The Ban by the AG means A4C and its members shall not associate with anyone anywhere in Uganda. Since A4C is not a registered organization or has formal structures, government may have to target individuals suspected to be belonging to A4C. The danger with this is any person that police deems to be a member of A4C will be prohibited from associating with any person (possibly including family members and friends) and may be arrested and charged for being a member of an unlawful society.

Under S. 58 of the PCA a person who allows a meeting with a member of a group banned by AG commits an offence. This means hotels, owners of public places; landlords etc are under obligation to ensure suspected A4C members do not meet in their premises. This effectively extends the ban to other persons who have nothing to do with A4C and promotes mob hunting and discrimination of suspected A4C members in an attempt to isolate them.
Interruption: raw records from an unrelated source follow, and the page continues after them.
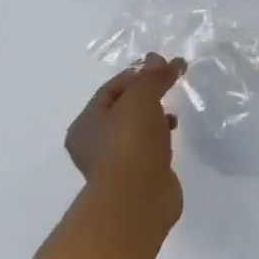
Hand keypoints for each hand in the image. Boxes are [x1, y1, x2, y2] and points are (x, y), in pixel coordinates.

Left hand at [66, 53, 187, 228]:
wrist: (138, 199)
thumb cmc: (130, 143)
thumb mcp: (141, 99)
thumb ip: (152, 77)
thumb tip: (163, 59)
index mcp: (85, 123)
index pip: (110, 89)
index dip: (137, 74)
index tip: (163, 67)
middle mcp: (94, 144)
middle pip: (122, 110)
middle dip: (145, 95)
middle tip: (169, 85)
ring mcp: (115, 164)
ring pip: (135, 131)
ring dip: (153, 117)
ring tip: (173, 111)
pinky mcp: (136, 178)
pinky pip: (147, 149)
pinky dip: (159, 138)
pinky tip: (173, 134)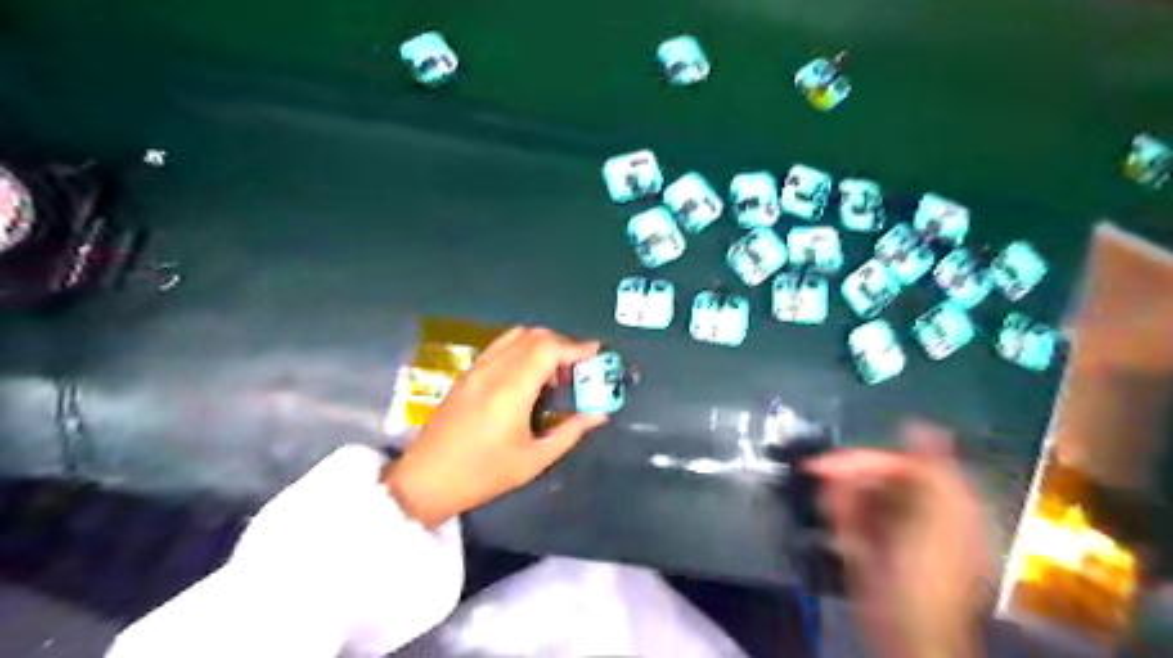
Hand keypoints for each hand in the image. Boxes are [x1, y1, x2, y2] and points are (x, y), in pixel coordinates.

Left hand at [386, 329, 608, 529]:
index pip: (548, 348)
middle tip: (578, 369)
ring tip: (555, 373)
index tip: (597, 355)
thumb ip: (570, 431)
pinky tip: (528, 376)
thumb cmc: (482, 475)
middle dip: (562, 345)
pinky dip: (522, 349)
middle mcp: (493, 370)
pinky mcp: (466, 374)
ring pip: (516, 336)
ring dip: (542, 345)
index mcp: (511, 390)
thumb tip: (599, 414)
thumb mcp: (534, 460)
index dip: (576, 347)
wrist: (424, 481)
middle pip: (534, 336)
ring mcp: (476, 369)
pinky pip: (500, 346)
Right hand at [808, 422, 987, 656]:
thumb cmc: (926, 573)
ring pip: (860, 495)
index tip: (834, 459)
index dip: (870, 459)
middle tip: (815, 470)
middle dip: (848, 474)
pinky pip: (851, 516)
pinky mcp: (871, 544)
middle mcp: (920, 511)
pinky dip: (838, 512)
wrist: (905, 629)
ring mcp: (893, 529)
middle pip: (879, 478)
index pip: (905, 465)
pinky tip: (832, 517)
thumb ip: (932, 468)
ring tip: (827, 504)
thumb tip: (919, 424)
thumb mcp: (938, 516)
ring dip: (840, 494)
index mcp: (945, 503)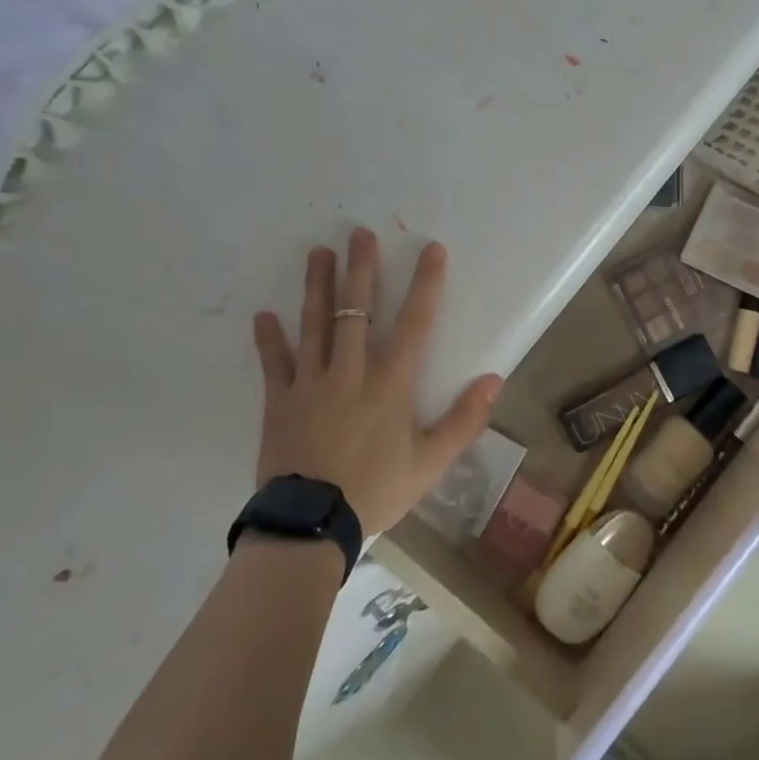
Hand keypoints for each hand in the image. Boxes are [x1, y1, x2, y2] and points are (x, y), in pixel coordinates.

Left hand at [250, 228, 502, 536]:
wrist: (310, 526)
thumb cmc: (376, 491)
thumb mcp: (431, 463)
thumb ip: (464, 420)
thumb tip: (495, 379)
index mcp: (390, 384)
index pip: (415, 323)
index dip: (426, 284)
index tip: (431, 249)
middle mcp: (351, 372)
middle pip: (356, 310)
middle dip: (361, 269)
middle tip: (359, 233)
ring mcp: (310, 384)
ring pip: (315, 325)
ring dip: (317, 286)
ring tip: (317, 252)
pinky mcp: (279, 402)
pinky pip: (273, 364)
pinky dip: (268, 340)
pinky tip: (263, 315)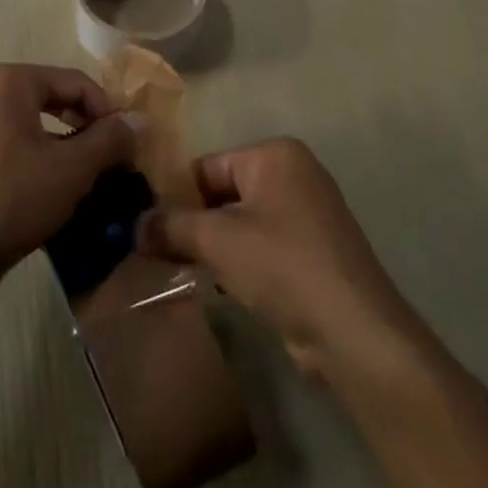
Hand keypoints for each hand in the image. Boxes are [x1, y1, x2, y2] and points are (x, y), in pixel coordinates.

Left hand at [0, 63, 137, 302]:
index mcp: (7, 81)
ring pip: (28, 123)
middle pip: (50, 97)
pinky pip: (6, 142)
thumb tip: (136, 121)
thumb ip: (109, 139)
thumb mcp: (71, 169)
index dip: (107, 110)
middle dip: (84, 126)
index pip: (74, 81)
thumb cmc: (10, 199)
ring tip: (85, 176)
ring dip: (61, 144)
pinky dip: (33, 156)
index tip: (128, 143)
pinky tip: (49, 189)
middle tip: (110, 159)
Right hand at [137, 138, 414, 381]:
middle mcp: (294, 174)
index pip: (207, 167)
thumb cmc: (282, 266)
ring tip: (182, 270)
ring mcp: (308, 214)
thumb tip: (133, 226)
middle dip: (193, 223)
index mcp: (275, 155)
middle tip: (157, 252)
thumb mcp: (217, 241)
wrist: (354, 332)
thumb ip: (171, 226)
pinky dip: (240, 261)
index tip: (146, 227)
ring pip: (242, 222)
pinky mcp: (314, 251)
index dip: (175, 197)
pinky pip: (263, 245)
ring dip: (214, 246)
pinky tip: (220, 286)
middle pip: (224, 193)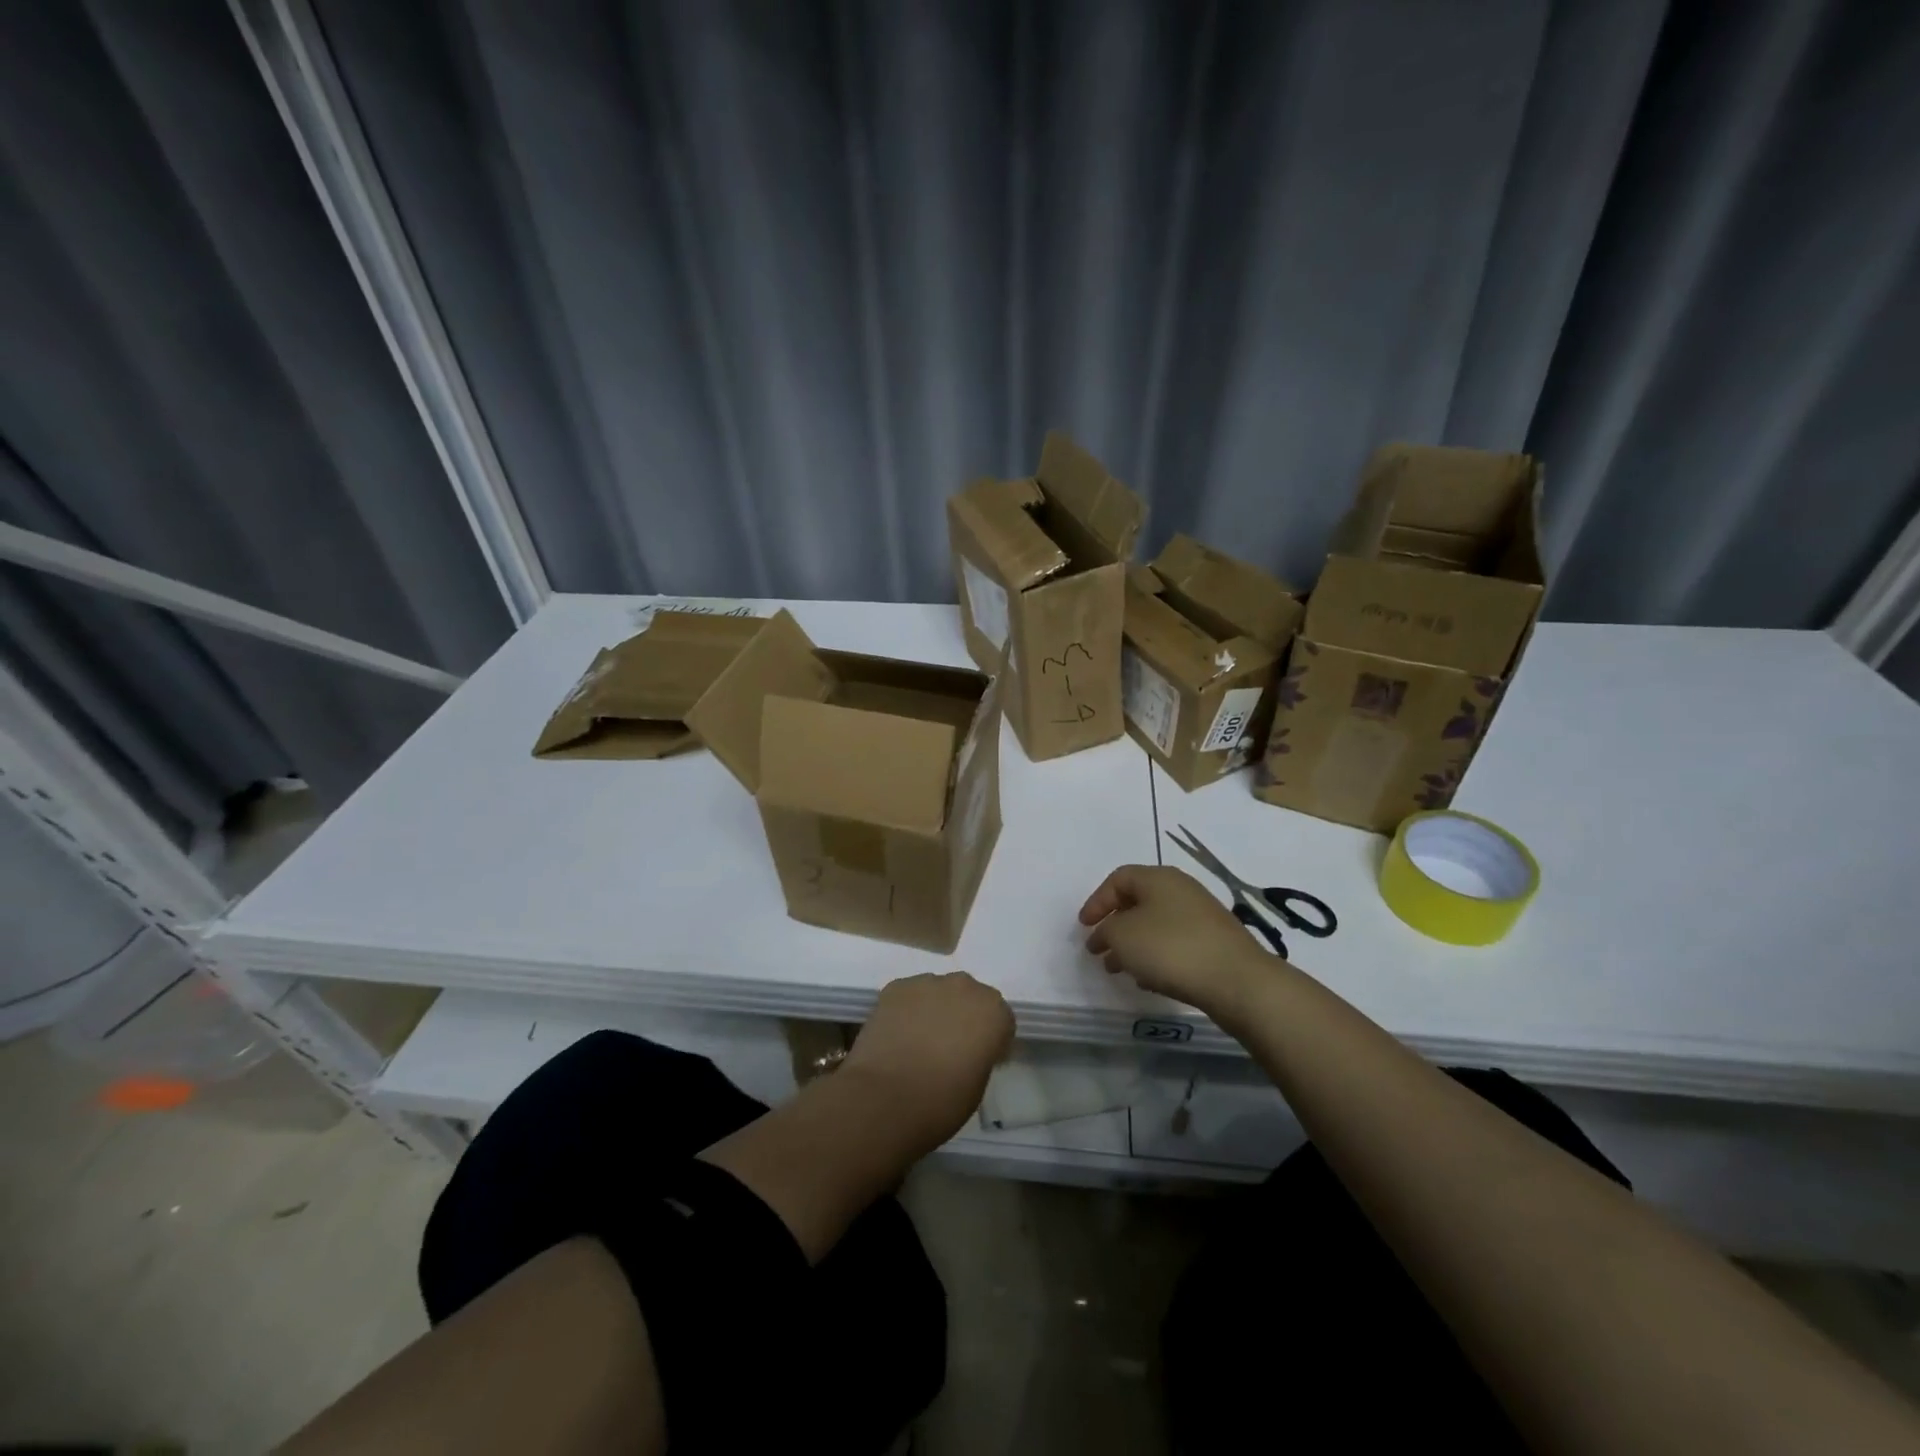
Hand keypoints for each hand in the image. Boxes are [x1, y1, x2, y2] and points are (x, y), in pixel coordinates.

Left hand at [840, 971, 1013, 1145]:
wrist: (885, 1099)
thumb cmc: (942, 1103)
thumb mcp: (978, 1085)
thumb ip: (980, 1055)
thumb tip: (967, 1050)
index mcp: (993, 1012)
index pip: (1001, 1020)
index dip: (991, 1041)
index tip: (980, 1060)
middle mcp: (965, 987)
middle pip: (969, 998)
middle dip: (963, 1017)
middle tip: (949, 1048)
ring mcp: (927, 982)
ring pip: (938, 993)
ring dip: (935, 1010)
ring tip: (918, 1042)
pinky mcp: (896, 987)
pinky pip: (909, 996)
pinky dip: (907, 1011)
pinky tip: (897, 1036)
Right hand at [1079, 865, 1269, 1017]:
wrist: (1237, 981)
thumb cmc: (1171, 948)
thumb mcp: (1122, 936)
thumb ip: (1105, 931)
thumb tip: (1106, 935)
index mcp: (1158, 877)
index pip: (1118, 879)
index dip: (1097, 901)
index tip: (1083, 927)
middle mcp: (1181, 889)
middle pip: (1138, 901)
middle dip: (1114, 925)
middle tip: (1098, 949)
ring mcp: (1201, 916)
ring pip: (1156, 924)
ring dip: (1133, 944)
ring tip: (1118, 969)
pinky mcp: (1215, 942)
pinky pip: (1175, 943)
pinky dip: (1155, 956)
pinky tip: (1149, 979)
Related to the above is a provision in
S.58 which is to the effect that; 58(c) Any person who utters any speech or prints,publishes, sells, offers or exposes for sale or distributes any publication as defined by section 33, which, in the opinion of the court is likely or calculated to encourage the support of an unlawful society, The above provision read with S. 33, means a member of the press or any person who covers, interviews, hosts, publishes, sells/distributes a newspaper with any kind of information on A4C can be held criminally liable. Generally the order by the AG affect the freedoms of speech, expression, assembly, press, thought, conscience and belief, freedom to assemble and to demonstrate together with others peacefully, the right to move freely in Uganda all guaranteed under article 29 of the Uganda Constitution.
The declaration also affects article 38(2) which provides for a right to participate in peaceful activities to influence the policies of government through civic organisations and article 21 which protects against any form of discrimination.
Article 274 of the Uganda Constitution provides that laws were in existance before the coming into force of the 1995 constitution shall be construed with such modifications, adaptations, qualifications and exceptions as may be necessary to bring it into conformity with the Constitution. In the same spirit Article 2 of the same constitution provides that the constitution is a supreme law and if any law is inconsistent with the constitution, the law is null and void to the level of its inconsistency. The constitutional court has over the years discussed the two principles and ruled several laws including sections of the PCA as unconstitutional. What the AG should have done is to propose amending and repeal the PCA instead of using them against Ugandans. This should save the country unnecessary resources to be spent in constitutional court petitions that will end with a declaration. In the face of the alleged threats by the A4C on peace and security in the country, the state has the obligation to arrest and prosecute all those suspected of violating public peace in line with existing laws. The police should investigate and arrest all those responsible for crimes related to demonstrations. This should be done not in revenge for what every reason but judiciarily. The state machinery should also prosecute those who committee the offences without discrimination of selection. This will remove the need for declaring particular individuals or organizations as illegal persons.